The suspect pool is widening, but we still don’t know what crime, if any, has been committed. So far, it’s just social gaffes, many of them Dory’s. But through those continual faux pas, Search Party mercilessly skewers its navel-gazing targets. Portia doesn’t see a vigil, she sees an audience; Elliott, though he was right about that song, is only interested when things get seamy; and Drew (and, to a lesser extent, Dory) is still curating his nice-guy image. Even the people we haven’t spent much time with aren’t presented in a much more flattering light—it’s completely lost on Agnes that Jane Goodall might not be someone she can add on LinkedIn. Though the mystery affords plenty of opportunities for missteps, the satire remains the most compelling element, and it thankfully makes up most of the episode. But for those following along at home, another clue: a sonogram, tucked away in a music box, along with photos of Gavin and Chantal.
The Captive Dinner Guest
Despite making a really bad impression on the parents of the girl she’s trying to rescue, Dory’s just emboldened by her discovery in the Witherbottom home. So she ropes in Drew and Portia to help her massage the truth out of Gavin, whom she’s invited over for dinner. Yes, even after Drew told her about Gavin’s “good form” and masturbation comments. Though it’s not yet reflected on the surface—she wears the perfect dinner party frock to her dinner party—she’s coming unhinged. Drama takes the stage here, to the show’s detriment. Dory’s unraveling isn’t boring; it’s just that “Dinner Guest” is too wide a swing from the biting comedy of the previous episode. It feels like a one-act play, centering as it does on Dory and Drew’s apartment, where Gavin and Portia have been invited to dine one of Drew’s mother’s recipes (she apparently makes a mean spaghetti sauce). Maybe it’s the absence of Elliott, who’s off doing charity work this episode. Without him, the occasional insight has to come from Drew, who’s really not having fun anymore.

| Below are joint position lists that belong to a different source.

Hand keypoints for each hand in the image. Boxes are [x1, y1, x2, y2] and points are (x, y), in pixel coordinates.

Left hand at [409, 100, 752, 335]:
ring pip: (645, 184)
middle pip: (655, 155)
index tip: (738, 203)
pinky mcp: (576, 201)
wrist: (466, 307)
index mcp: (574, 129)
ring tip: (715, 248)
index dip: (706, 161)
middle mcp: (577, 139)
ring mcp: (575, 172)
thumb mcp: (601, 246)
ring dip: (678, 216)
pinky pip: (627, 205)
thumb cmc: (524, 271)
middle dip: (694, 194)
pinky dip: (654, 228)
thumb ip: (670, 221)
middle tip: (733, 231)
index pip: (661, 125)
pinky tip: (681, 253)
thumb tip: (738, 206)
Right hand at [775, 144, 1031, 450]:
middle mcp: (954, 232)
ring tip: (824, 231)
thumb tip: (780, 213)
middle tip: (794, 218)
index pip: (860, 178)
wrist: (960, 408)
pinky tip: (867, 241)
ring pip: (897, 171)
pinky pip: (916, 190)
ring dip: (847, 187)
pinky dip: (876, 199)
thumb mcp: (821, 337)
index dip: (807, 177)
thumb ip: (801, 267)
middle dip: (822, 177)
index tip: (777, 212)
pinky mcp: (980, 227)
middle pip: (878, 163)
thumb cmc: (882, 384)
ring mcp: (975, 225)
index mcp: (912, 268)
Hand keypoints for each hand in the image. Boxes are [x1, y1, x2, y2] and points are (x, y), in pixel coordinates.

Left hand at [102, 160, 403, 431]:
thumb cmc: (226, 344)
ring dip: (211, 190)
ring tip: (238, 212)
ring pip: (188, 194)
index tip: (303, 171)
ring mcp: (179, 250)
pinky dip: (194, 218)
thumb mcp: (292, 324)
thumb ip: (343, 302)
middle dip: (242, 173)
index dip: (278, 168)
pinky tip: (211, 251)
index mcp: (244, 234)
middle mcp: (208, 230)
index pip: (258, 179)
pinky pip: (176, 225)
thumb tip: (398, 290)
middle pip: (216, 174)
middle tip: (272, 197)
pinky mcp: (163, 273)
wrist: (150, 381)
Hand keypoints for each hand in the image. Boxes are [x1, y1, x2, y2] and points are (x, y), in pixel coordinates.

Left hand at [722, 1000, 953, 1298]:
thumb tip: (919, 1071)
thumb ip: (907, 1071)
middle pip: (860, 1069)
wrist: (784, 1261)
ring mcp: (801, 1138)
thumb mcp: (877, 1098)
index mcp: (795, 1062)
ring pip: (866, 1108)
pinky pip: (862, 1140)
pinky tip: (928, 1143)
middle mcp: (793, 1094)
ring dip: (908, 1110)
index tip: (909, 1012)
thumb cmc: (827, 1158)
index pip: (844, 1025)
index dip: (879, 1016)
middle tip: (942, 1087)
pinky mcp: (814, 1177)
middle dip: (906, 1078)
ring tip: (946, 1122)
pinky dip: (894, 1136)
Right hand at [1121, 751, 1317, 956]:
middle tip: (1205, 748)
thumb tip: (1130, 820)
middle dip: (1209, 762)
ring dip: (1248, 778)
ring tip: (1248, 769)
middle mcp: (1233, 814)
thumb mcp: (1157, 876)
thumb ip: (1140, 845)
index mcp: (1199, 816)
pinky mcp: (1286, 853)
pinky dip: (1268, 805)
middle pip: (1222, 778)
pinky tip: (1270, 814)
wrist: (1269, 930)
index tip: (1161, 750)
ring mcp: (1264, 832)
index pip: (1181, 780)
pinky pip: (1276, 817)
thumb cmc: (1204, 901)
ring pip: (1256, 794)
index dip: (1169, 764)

But if we’re going to spend half an hour with anyone, it might as well be Alia Shawkat. It’s not a completely solo affair, but Shawkat anchors the episode, though she teeters between “domestic” and “deranged” throughout. Her attempts to squeeze Gavin for info are laughable, but she’s fully committed—methodical, even. She stocks up on wine and makes sure to include Portia, whose resemblance to Chantal isn’t lost on anyone. When Portia tries to wriggle out of the dinner, Dory manipulates her so expertly that Portia probably feels it was her idea all along. Dory might not have as impressive a résumé as her friends or partner, but she’s far from helpless. Maybe, in her near-paralyzed state of questioning, she’s actually more self-aware than any of her companions, who might just be acting out their impressions of somewhat successful people. That’s almost certainly the case, but unfortunately, Dory doesn’t know that. Or maybe she does—the way she fires back at Elliott’s snark in “One Hundred Candles” suggests she has more of a spine in place than is apparent.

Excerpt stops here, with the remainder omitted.